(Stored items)
===

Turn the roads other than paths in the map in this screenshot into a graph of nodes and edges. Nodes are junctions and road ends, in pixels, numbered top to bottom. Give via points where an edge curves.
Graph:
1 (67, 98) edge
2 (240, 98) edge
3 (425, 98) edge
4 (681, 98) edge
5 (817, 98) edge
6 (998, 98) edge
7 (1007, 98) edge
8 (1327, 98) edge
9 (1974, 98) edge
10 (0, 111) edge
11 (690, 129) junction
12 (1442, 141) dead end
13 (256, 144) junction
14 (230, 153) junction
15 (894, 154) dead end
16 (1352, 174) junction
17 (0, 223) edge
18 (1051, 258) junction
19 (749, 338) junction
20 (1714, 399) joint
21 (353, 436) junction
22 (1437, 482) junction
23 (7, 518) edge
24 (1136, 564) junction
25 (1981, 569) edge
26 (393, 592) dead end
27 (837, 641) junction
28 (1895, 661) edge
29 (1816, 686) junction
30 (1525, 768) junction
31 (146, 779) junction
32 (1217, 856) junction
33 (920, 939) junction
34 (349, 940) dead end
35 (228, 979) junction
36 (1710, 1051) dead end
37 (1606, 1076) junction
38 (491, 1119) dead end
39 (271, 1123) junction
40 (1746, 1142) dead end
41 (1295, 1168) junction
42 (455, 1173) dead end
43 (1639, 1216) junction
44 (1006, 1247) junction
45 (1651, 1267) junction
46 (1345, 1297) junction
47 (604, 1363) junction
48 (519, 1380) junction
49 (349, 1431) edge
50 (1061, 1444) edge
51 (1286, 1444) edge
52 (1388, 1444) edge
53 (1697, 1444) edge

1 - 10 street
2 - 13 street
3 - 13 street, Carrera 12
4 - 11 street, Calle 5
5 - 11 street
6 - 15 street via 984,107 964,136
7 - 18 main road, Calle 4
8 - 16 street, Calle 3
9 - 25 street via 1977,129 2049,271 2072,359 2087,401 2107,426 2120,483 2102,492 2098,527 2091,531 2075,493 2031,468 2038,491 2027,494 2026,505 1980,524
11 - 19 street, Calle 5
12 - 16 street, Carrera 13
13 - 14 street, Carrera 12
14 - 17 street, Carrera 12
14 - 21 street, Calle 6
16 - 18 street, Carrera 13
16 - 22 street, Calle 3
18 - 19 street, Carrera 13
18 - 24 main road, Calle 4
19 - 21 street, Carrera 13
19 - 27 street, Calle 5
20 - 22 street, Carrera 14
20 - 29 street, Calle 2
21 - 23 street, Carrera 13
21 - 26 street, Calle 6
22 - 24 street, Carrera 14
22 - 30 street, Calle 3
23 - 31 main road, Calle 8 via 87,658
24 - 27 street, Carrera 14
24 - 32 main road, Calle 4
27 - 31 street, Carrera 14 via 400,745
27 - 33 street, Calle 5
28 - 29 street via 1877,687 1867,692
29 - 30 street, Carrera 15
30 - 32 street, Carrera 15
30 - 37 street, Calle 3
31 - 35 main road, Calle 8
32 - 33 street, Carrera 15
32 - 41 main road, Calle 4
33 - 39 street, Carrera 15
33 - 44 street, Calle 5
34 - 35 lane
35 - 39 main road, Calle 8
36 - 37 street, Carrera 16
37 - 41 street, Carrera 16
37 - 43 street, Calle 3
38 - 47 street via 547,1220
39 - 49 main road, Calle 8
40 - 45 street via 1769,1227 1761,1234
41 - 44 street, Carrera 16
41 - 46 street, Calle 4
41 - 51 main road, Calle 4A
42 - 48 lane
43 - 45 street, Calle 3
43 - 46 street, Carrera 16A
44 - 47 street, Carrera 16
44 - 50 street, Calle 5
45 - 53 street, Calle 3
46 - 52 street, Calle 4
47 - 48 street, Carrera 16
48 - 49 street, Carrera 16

===

▸ Required work: The data above needs retyping. Reproduce each line exactly.

▸ Problem solution:
Turn the roads other than paths in the map in this screenshot into a graph of nodes and edges. Nodes are junctions and road ends, in pixels, numbered top to bottom. Give via points where an edge curves.
Graph:
1 (67, 98) edge
2 (240, 98) edge
3 (425, 98) edge
4 (681, 98) edge
5 (817, 98) edge
6 (998, 98) edge
7 (1007, 98) edge
8 (1327, 98) edge
9 (1974, 98) edge
10 (0, 111) edge
11 (690, 129) junction
12 (1442, 141) dead end
13 (256, 144) junction
14 (230, 153) junction
15 (894, 154) dead end
16 (1352, 174) junction
17 (0, 223) edge
18 (1051, 258) junction
19 (749, 338) junction
20 (1714, 399) joint
21 (353, 436) junction
22 (1437, 482) junction
23 (7, 518) edge
24 (1136, 564) junction
25 (1981, 569) edge
26 (393, 592) dead end
27 (837, 641) junction
28 (1895, 661) edge
29 (1816, 686) junction
30 (1525, 768) junction
31 (146, 779) junction
32 (1217, 856) junction
33 (920, 939) junction
34 (349, 940) dead end
35 (228, 979) junction
36 (1710, 1051) dead end
37 (1606, 1076) junction
38 (491, 1119) dead end
39 (271, 1123) junction
40 (1746, 1142) dead end
41 (1295, 1168) junction
42 (455, 1173) dead end
43 (1639, 1216) junction
44 (1006, 1247) junction
45 (1651, 1267) junction
46 (1345, 1297) junction
47 (604, 1363) junction
48 (519, 1380) junction
49 (349, 1431) edge
50 (1061, 1444) edge
51 (1286, 1444) edge
52 (1388, 1444) edge
53 (1697, 1444) edge

1 - 10 street
2 - 13 street
3 - 13 street, Carrera 12
4 - 11 street, Calle 5
5 - 11 street
6 - 15 street via 984,107 964,136
7 - 18 main road, Calle 4
8 - 16 street, Calle 3
9 - 25 street via 1977,129 2049,271 2072,359 2087,401 2107,426 2120,483 2102,492 2098,527 2091,531 2075,493 2031,468 2038,491 2027,494 2026,505 1980,524
11 - 19 street, Calle 5
12 - 16 street, Carrera 13
13 - 14 street, Carrera 12
14 - 17 street, Carrera 12
14 - 21 street, Calle 6
16 - 18 street, Carrera 13
16 - 22 street, Calle 3
18 - 19 street, Carrera 13
18 - 24 main road, Calle 4
19 - 21 street, Carrera 13
19 - 27 street, Calle 5
20 - 22 street, Carrera 14
20 - 29 street, Calle 2
21 - 23 street, Carrera 13
21 - 26 street, Calle 6
22 - 24 street, Carrera 14
22 - 30 street, Calle 3
23 - 31 main road, Calle 8 via 87,658
24 - 27 street, Carrera 14
24 - 32 main road, Calle 4
27 - 31 street, Carrera 14 via 400,745
27 - 33 street, Calle 5
28 - 29 street via 1877,687 1867,692
29 - 30 street, Carrera 15
30 - 32 street, Carrera 15
30 - 37 street, Calle 3
31 - 35 main road, Calle 8
32 - 33 street, Carrera 15
32 - 41 main road, Calle 4
33 - 39 street, Carrera 15
33 - 44 street, Calle 5
34 - 35 lane
35 - 39 main road, Calle 8
36 - 37 street, Carrera 16
37 - 41 street, Carrera 16
37 - 43 street, Calle 3
38 - 47 street via 547,1220
39 - 49 main road, Calle 8
40 - 45 street via 1769,1227 1761,1234
41 - 44 street, Carrera 16
41 - 46 street, Calle 4
41 - 51 main road, Calle 4A
42 - 48 lane
43 - 45 street, Calle 3
43 - 46 street, Carrera 16A
44 - 47 street, Carrera 16
44 - 50 street, Calle 5
45 - 53 street, Calle 3
46 - 52 street, Calle 4
47 - 48 street, Carrera 16
48 - 49 street, Carrera 16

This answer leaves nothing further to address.